_Information provided_
*** Begin section ***
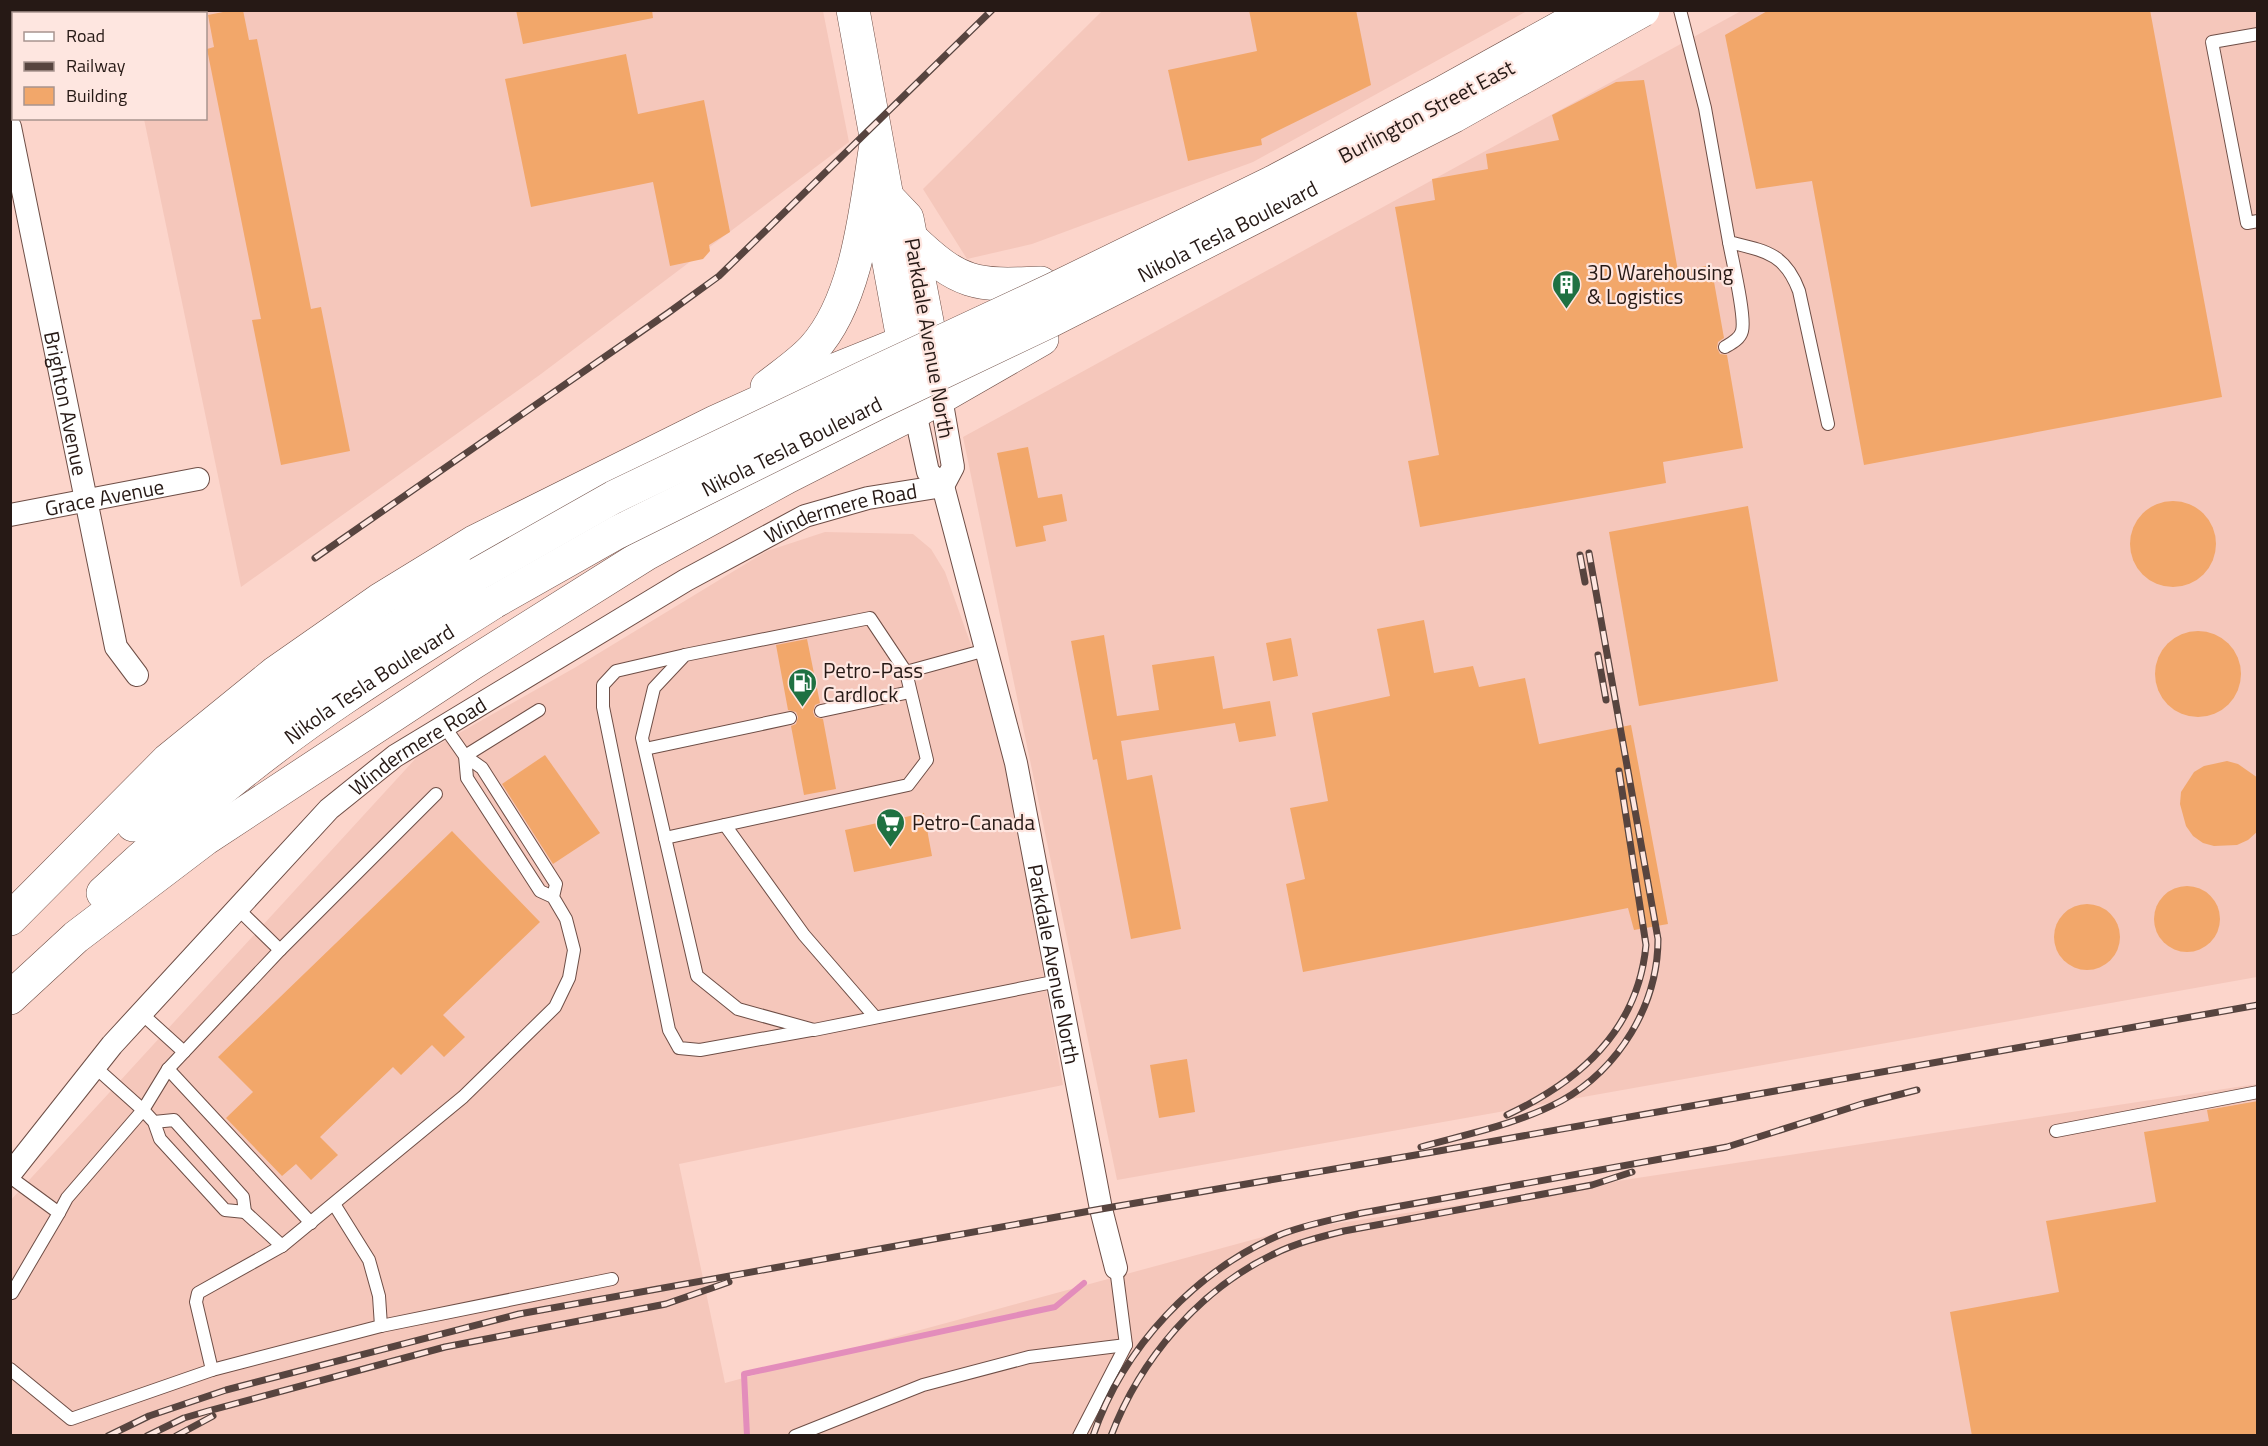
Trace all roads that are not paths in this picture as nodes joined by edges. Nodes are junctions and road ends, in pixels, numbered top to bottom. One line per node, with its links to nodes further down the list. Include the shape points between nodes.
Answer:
1 (853, 10): 8 (main road, Parkdale Avenue North)
2 (1593, 10): 44 (main road, Nikola Tesla Boulevard, bridge, via 1273,182 614,497 478,574 227,744 149,810)
3 (1614, 10): 11 (main road, Burlington Street East)
4 (1643, 10): 47 (main road, Nikola Tesla Boulevard, bridge, via 1454,116 1050,321 616,533 494,602 343,699 246,769 169,832)
5 (1680, 10): 13 (lane, via 1705,108)
6 (2258, 34): 10 (lane, via 2212,42 2247,223)
7 (10, 127): 25 (street, Brighton Avenue)
8 (876, 144): 9 (main road, Parkdale Avenue North); 20 (main road, via 864,223 837,316 813,349)
9 (887, 196): 12 (main road, Parkdale Avenue North, via 907,218); 16 (main road, Parkdale Avenue North, via 882,225)
10 (2258, 221)
11 (1206, 227): 14 (main road, Burlington Street East); 19 (main road, Burlington Street East, via 1153,275)
12 (911, 237): 15 (main road, via 936,262 976,282); 16 (main road, Parkdale Avenue North)
13 (1729, 242): 17 (lane, via 1743,330 1738,339); 21 (lane, via 1780,259 1794,279)
14 (1137, 243): 15 (main road, Burlington Street East); 18 (main road, via 1060,292)
15 (1041, 283): 16 (main road, Burlington Street East)
16 (917, 336): 18 (main road, Parkdale Avenue North); 20 (main road, Burlington Street East)
17 (1725, 347)
18 (922, 370): 19 (main road, Parkdale Avenue North); 22 (main road)
19 (928, 405): 22 (main road, Burlington Street East); 24 (street, Parkdale Avenue North, via 928,472)
20 (715, 422): 43 (main road, via 474,542 381,599 275,673 168,760)
21 (1828, 424)
22 (787, 477): 48 (main road, via 646,554 205,839 76,937)
23 (198, 479): 25 (street, Grace Avenue)
24 (943, 486): 27 (street, Parkdale Avenue North); 35 (street, Windermere Road, via 868,498 804,516 686,580)
25 (86, 501): 26 (street, Grace Avenue); 30 (street, Brighton Avenue, via 116,647)
26 (10, 515)
27 (986, 650): 29 (lane); 46 (street, Parkdale Avenue North, via 1016,763)
28 (685, 655): 29 (lane, via 870,618); 36 (lane, via 654,688 642,738); 51 (lane, via 616,671 603,685 603,707 669,1030 679,1048 700,1050)
29 (906, 672): 31 (lane)
30 (137, 675)
31 (910, 692): 33 (lane); 39 (lane, via 927,760 908,785)
32 (539, 710): 37 (lane)
33 (821, 711)
34 (790, 718): 36 (lane)
35 (444, 726): 37 (lane); 42 (street, Windermere Road, via 395,756 329,809)
36 (645, 749): 40 (lane)
37 (465, 756): 41 (lane, via 467,778 540,891); 41 (lane, via 482,768 556,884)
38 (436, 794): 45 (lane)
39 (725, 825): 40 (lane); 50 (lane, via 804,935)
40 (665, 838): 51 (lane, via 697,976 738,1009)
41 (553, 897): 60 (lane, via 566,919 574,950 568,978 555,1007 463,1097)
42 (237, 908): 45 (lane); 49 (street, Windermere Road)
43 (10, 918)
44 (10, 941)
45 (280, 950): 52 (lane)
46 (1058, 981): 50 (lane); 65 (street, Parkdale Avenue North, via 1101,1209)
47 (10, 986)
48 (10, 998)
49 (141, 1013): 52 (lane); 53 (street, Windermere Road)
50 (875, 1017): 51 (lane)
51 (814, 1029)
52 (184, 1052): 54 (lane)
53 (94, 1067): 56 (lane); 59 (street, Windermere Road)
54 (168, 1069): 56 (lane); 63 (lane)
55 (2258, 1092): 58 (lane)
56 (143, 1110): 57 (lane); 62 (lane, via 67,1198)
57 (154, 1122): 61 (lane, via 160,1139 225,1210); 61 (lane, via 174,1120 243,1197)
58 (2056, 1131)
59 (10, 1175): 62 (lane)
60 (334, 1204): 63 (lane); 68 (lane, via 369,1260 379,1296)
61 (245, 1212): 64 (lane)
62 (59, 1213): 67 (lane)
63 (311, 1223): 64 (lane)
64 (282, 1246): 71 (lane, via 198,1293 196,1302)
65 (1116, 1268): 69 (lane)
66 (612, 1279): 68 (lane)
67 (12, 1293)
68 (381, 1326): 71 (lane)
69 (1126, 1345): 72 (lane, via 1029,1357 924,1385); 73 (lane)
70 (10, 1369): 71 (lane, via 71,1419)
71 (212, 1370)
72 (795, 1436)
73 (1079, 1436)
*** End section ***
_Problem requirements_
From the first record to the last, retype everything exactly except the images.

_Reply to the task_
Trace all roads that are not paths in this picture as nodes joined by edges. Nodes are junctions and road ends, in pixels, numbered top to bottom. One line per node, with its links to nodes further down the list. Include the shape points between nodes.
Answer:
1 (853, 10): 8 (main road, Parkdale Avenue North)
2 (1593, 10): 44 (main road, Nikola Tesla Boulevard, bridge, via 1273,182 614,497 478,574 227,744 149,810)
3 (1614, 10): 11 (main road, Burlington Street East)
4 (1643, 10): 47 (main road, Nikola Tesla Boulevard, bridge, via 1454,116 1050,321 616,533 494,602 343,699 246,769 169,832)
5 (1680, 10): 13 (lane, via 1705,108)
6 (2258, 34): 10 (lane, via 2212,42 2247,223)
7 (10, 127): 25 (street, Brighton Avenue)
8 (876, 144): 9 (main road, Parkdale Avenue North); 20 (main road, via 864,223 837,316 813,349)
9 (887, 196): 12 (main road, Parkdale Avenue North, via 907,218); 16 (main road, Parkdale Avenue North, via 882,225)
10 (2258, 221)
11 (1206, 227): 14 (main road, Burlington Street East); 19 (main road, Burlington Street East, via 1153,275)
12 (911, 237): 15 (main road, via 936,262 976,282); 16 (main road, Parkdale Avenue North)
13 (1729, 242): 17 (lane, via 1743,330 1738,339); 21 (lane, via 1780,259 1794,279)
14 (1137, 243): 15 (main road, Burlington Street East); 18 (main road, via 1060,292)
15 (1041, 283): 16 (main road, Burlington Street East)
16 (917, 336): 18 (main road, Parkdale Avenue North); 20 (main road, Burlington Street East)
17 (1725, 347)
18 (922, 370): 19 (main road, Parkdale Avenue North); 22 (main road)
19 (928, 405): 22 (main road, Burlington Street East); 24 (street, Parkdale Avenue North, via 928,472)
20 (715, 422): 43 (main road, via 474,542 381,599 275,673 168,760)
21 (1828, 424)
22 (787, 477): 48 (main road, via 646,554 205,839 76,937)
23 (198, 479): 25 (street, Grace Avenue)
24 (943, 486): 27 (street, Parkdale Avenue North); 35 (street, Windermere Road, via 868,498 804,516 686,580)
25 (86, 501): 26 (street, Grace Avenue); 30 (street, Brighton Avenue, via 116,647)
26 (10, 515)
27 (986, 650): 29 (lane); 46 (street, Parkdale Avenue North, via 1016,763)
28 (685, 655): 29 (lane, via 870,618); 36 (lane, via 654,688 642,738); 51 (lane, via 616,671 603,685 603,707 669,1030 679,1048 700,1050)
29 (906, 672): 31 (lane)
30 (137, 675)
31 (910, 692): 33 (lane); 39 (lane, via 927,760 908,785)
32 (539, 710): 37 (lane)
33 (821, 711)
34 (790, 718): 36 (lane)
35 (444, 726): 37 (lane); 42 (street, Windermere Road, via 395,756 329,809)
36 (645, 749): 40 (lane)
37 (465, 756): 41 (lane, via 467,778 540,891); 41 (lane, via 482,768 556,884)
38 (436, 794): 45 (lane)
39 (725, 825): 40 (lane); 50 (lane, via 804,935)
40 (665, 838): 51 (lane, via 697,976 738,1009)
41 (553, 897): 60 (lane, via 566,919 574,950 568,978 555,1007 463,1097)
42 (237, 908): 45 (lane); 49 (street, Windermere Road)
43 (10, 918)
44 (10, 941)
45 (280, 950): 52 (lane)
46 (1058, 981): 50 (lane); 65 (street, Parkdale Avenue North, via 1101,1209)
47 (10, 986)
48 (10, 998)
49 (141, 1013): 52 (lane); 53 (street, Windermere Road)
50 (875, 1017): 51 (lane)
51 (814, 1029)
52 (184, 1052): 54 (lane)
53 (94, 1067): 56 (lane); 59 (street, Windermere Road)
54 (168, 1069): 56 (lane); 63 (lane)
55 (2258, 1092): 58 (lane)
56 (143, 1110): 57 (lane); 62 (lane, via 67,1198)
57 (154, 1122): 61 (lane, via 160,1139 225,1210); 61 (lane, via 174,1120 243,1197)
58 (2056, 1131)
59 (10, 1175): 62 (lane)
60 (334, 1204): 63 (lane); 68 (lane, via 369,1260 379,1296)
61 (245, 1212): 64 (lane)
62 (59, 1213): 67 (lane)
63 (311, 1223): 64 (lane)
64 (282, 1246): 71 (lane, via 198,1293 196,1302)
65 (1116, 1268): 69 (lane)
66 (612, 1279): 68 (lane)
67 (12, 1293)
68 (381, 1326): 71 (lane)
69 (1126, 1345): 72 (lane, via 1029,1357 924,1385); 73 (lane)
70 (10, 1369): 71 (lane, via 71,1419)
71 (212, 1370)
72 (795, 1436)
73 (1079, 1436)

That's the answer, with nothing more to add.